A jockey who did a sponsorship deal with a pub was stood down from competing at Royal Ascot. Charles Bishop, who started this week on such a high by winning the Queen Anne on the 33-1 shot Accidental Agent, was reported by the stewards to be above the threshold level for breath samples and had to give up his four booked mounts.

“He’s ashamed and disappointed,” said Eve Johnson Houghton, the trainer of Accidental Agent, who had booked him to ride her Ice Age in the Wokingham Handicap. “Let’s hope he only does it once. It’s disappointing for him. They tell me he was only just over the limit. If his first ride had been in the second race rather than the first, he might well have passed.”

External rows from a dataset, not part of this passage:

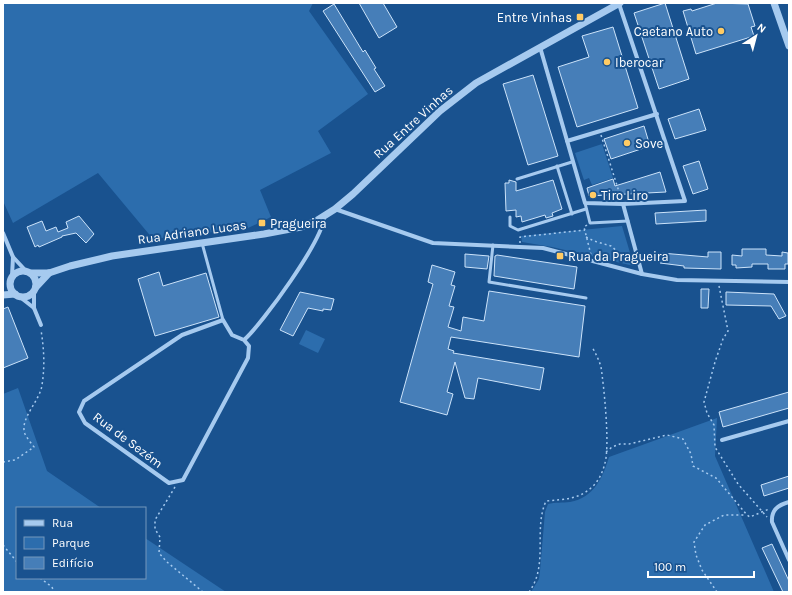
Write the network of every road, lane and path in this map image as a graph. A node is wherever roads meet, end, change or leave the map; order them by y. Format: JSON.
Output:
{"nodes":[{"id":1,"x":619,"y":3,"type":"edge"},
{"id":2,"x":774,"y":3,"type":"edge"},
{"id":3,"x":789,"y":46,"type":"edge"},
{"id":4,"x":540,"y":47,"type":"junction"},
{"id":5,"x":657,"y":114,"type":"junction"},
{"id":6,"x":600,"y":131,"type":"junction"},
{"id":7,"x":567,"y":141,"type":"junction"},
{"id":8,"x":572,"y":162,"type":"junction"},
{"id":9,"x":557,"y":166,"type":"junction"},
{"id":10,"x":517,"y":179,"type":"dead end"},
{"id":11,"x":585,"y":203,"type":"junction"},
{"id":12,"x":623,"y":204,"type":"junction"},
{"id":13,"x":335,"y":209,"type":"junction"},
{"id":14,"x":586,"y":209,"type":"junction"},
{"id":15,"x":572,"y":214,"type":"junction"},
{"id":16,"x":324,"y":217,"type":"junction"},
{"id":17,"x":510,"y":217,"type":"dead end"},
{"id":18,"x":628,"y":221,"type":"junction"},
{"id":19,"x":590,"y":223,"type":"junction"},
{"id":20,"x":585,"y":230,"type":"junction"},
{"id":21,"x":3,"y":233,"type":"edge"},
{"id":22,"x":586,"y":236,"type":"junction"},
{"id":23,"x":202,"y":243,"type":"junction"},
{"id":24,"x":493,"y":245,"type":"junction"},
{"id":25,"x":519,"y":247,"type":"junction"},
{"id":26,"x":12,"y":257,"type":"junction"},
{"id":27,"x":592,"y":261,"type":"junction"},
{"id":28,"x":641,"y":264,"type":"junction"},
{"id":29,"x":28,"y":272,"type":"junction"},
{"id":30,"x":49,"y":273,"type":"junction"},
{"id":31,"x":642,"y":274,"type":"junction"},
{"id":32,"x":11,"y":278,"type":"junction"},
{"id":33,"x":717,"y":281,"type":"junction"},
{"id":34,"x":789,"y":282,"type":"edge"},
{"id":35,"x":3,"y":286,"type":"edge"},
{"id":36,"x":35,"y":289,"type":"junction"},
{"id":37,"x":3,"y":295,"type":"edge"},
{"id":38,"x":17,"y":295,"type":"junction"},
{"id":39,"x":586,"y":298,"type":"dead end"},
{"id":40,"x":34,"y":308,"type":"junction"},
{"id":41,"x":223,"y":320,"type":"junction"},
{"id":42,"x":41,"y":325,"type":"joint"},
{"id":43,"x":244,"y":340,"type":"junction"},
{"id":44,"x":592,"y":347,"type":"dead end"},
{"id":45,"x":789,"y":420,"type":"edge"},
{"id":46,"x":722,"y":440,"type":"dead end"},
{"id":47,"x":606,"y":452,"type":"junction"},
{"id":48,"x":3,"y":462,"type":"edge"},
{"id":49,"x":176,"y":481,"type":"junction"},
{"id":50,"x":789,"y":502,"type":"edge"},
{"id":51,"x":782,"y":504,"type":"junction"},
{"id":52,"x":764,"y":512,"type":"junction"},
{"id":53,"x":746,"y":515,"type":"junction"},
{"id":54,"x":772,"y":522,"type":"junction"},
{"id":55,"x":3,"y":545,"type":"edge"},
{"id":56,"x":789,"y":560,"type":"edge"},
{"id":57,"x":16,"y":561,"type":"edge"},
{"id":58,"x":41,"y":579,"type":"edge"},
{"id":59,"x":54,"y":592,"type":"edge"},
{"id":60,"x":203,"y":592,"type":"edge"},
{"id":61,"x":529,"y":592,"type":"edge"},
{"id":62,"x":717,"y":592,"type":"edge"}],
"edges":[{"from":1,"to":4,"type":"street","name":"Rua Entre Vinhas"},
{"from":1,"to":5,"type":"street"},
{"from":2,"to":3,"type":"street"},
{"from":4,"to":7,"type":"street"},
{"from":4,"to":13,"type":"street","name":"Rua Entre Vinhas"},
{"from":5,"to":6,"type":"street"},
{"from":5,"to":12,"type":"street"},
{"from":6,"to":7,"type":"street"},
{"from":6,"to":12,"type":"path"},
{"from":7,"to":8,"type":"street"},
{"from":8,"to":9,"type":"lane"},
{"from":8,"to":11,"type":"street"},
{"from":9,"to":10,"type":"lane"},
{"from":9,"to":15,"type":"lane"},
{"from":11,"to":12,"type":"street"},
{"from":11,"to":14,"type":"lane"},
{"from":12,"to":18,"type":"street"},
{"from":13,"to":16,"type":"street","name":"Rua Adriano Lucas"},
{"from":13,"to":24,"type":"street"},
{"from":14,"to":15,"type":"lane"},
{"from":14,"to":19,"type":"lane"},
{"from":15,"to":17,"type":"lane"},
{"from":16,"to":23,"type":"street","name":"Rua Adriano Lucas"},
{"from":16,"to":43,"type":"street"},
{"from":18,"to":19,"type":"lane"},
{"from":18,"to":28,"type":"street"},
{"from":19,"to":20,"type":"path"},
{"from":20,"to":22,"type":"path"},
{"from":20,"to":25,"type":"path"},
{"from":21,"to":26,"type":"street"},
{"from":22,"to":27,"type":"path"},
{"from":22,"to":28,"type":"path"},
{"from":23,"to":30,"type":"street","name":"Rua Adriano Lucas"},
{"from":23,"to":41,"type":"lane"},
{"from":24,"to":25,"type":"street"},
{"from":24,"to":39,"type":"lane"},
{"from":25,"to":27,"type":"street"},
{"from":26,"to":29,"type":"street"},
{"from":26,"to":32,"type":"street"},
{"from":27,"to":31,"type":"street"},
{"from":28,"to":31,"type":"street"},
{"from":29,"to":30,"type":"street","name":"Rua Adriano Lucas"},
{"from":29,"to":32,"type":"street"},
{"from":29,"to":36,"type":"street"},
{"from":30,"to":36,"type":"street","name":"Rua Adriano Lucas"},
{"from":31,"to":33,"type":"street"},
{"from":32,"to":35,"type":"street"},
{"from":32,"to":38,"type":"street"},
{"from":33,"to":34,"type":"street"},
{"from":33,"to":52,"type":"path"},
{"from":36,"to":38,"type":"street"},
{"from":36,"to":40,"type":"street"},
{"from":37,"to":38,"type":"street"},
{"from":38,"to":40,"type":"street"},
{"from":40,"to":42,"type":"street"},
{"from":41,"to":43,"type":"street"},
{"from":41,"to":49,"type":"street","name":"Rua de Sezém"},
{"from":42,"to":48,"type":"path"},
{"from":43,"to":49,"type":"street"},
{"from":44,"to":47,"type":"path"},
{"from":45,"to":46,"type":"street"},
{"from":47,"to":53,"type":"path"},
{"from":47,"to":61,"type":"path"},
{"from":49,"to":60,"type":"path"},
{"from":50,"to":51,"type":"street"},
{"from":51,"to":52,"type":"path"},
{"from":51,"to":54,"type":"street"},
{"from":52,"to":53,"type":"path"},
{"from":52,"to":54,"type":"path"},
{"from":53,"to":62,"type":"path"},
{"from":54,"to":56,"type":"street"},
{"from":55,"to":57,"type":"path"},
{"from":58,"to":59,"type":"path"}]}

Bishop declined to comment when contacted by the Racing Post.

The news is tinged with irony, in view of a sponsorship deal Bishop struck two years ago with the George & Dragon pub at Upton, close to the West Ilsley stables of his main employer, Mick Channon. Bishop posed for pictures at the time with the pub name written down the side of his breeches, but the deal has presumably lapsed as he was wearing plain breeches for Accidental Agent’s success.

Meanwhile, a spokesman for Ascot said he had been pleased by how few incidents of bad behaviour there had been when the total attendance was expected to exceed 300,000. “There’s been evictions for the use of drugs,” Nick Smith said. “We’re perfectly up front about that. It’s minimal in the context of the crowd but it’s an important message that, yes, people have been evicted.”

Smith said advance warning of the use of sniffer dogs had got a point across to racegoers about bringing drugs to the races. “Racing has acted very responsibly, hasn’t hidden from the issue. It’s not racing’s issue in isolation but we have to address it. Like Epsom for Derby day, we’ve got right on the front foot and, as we speak at the present moment, with good results.”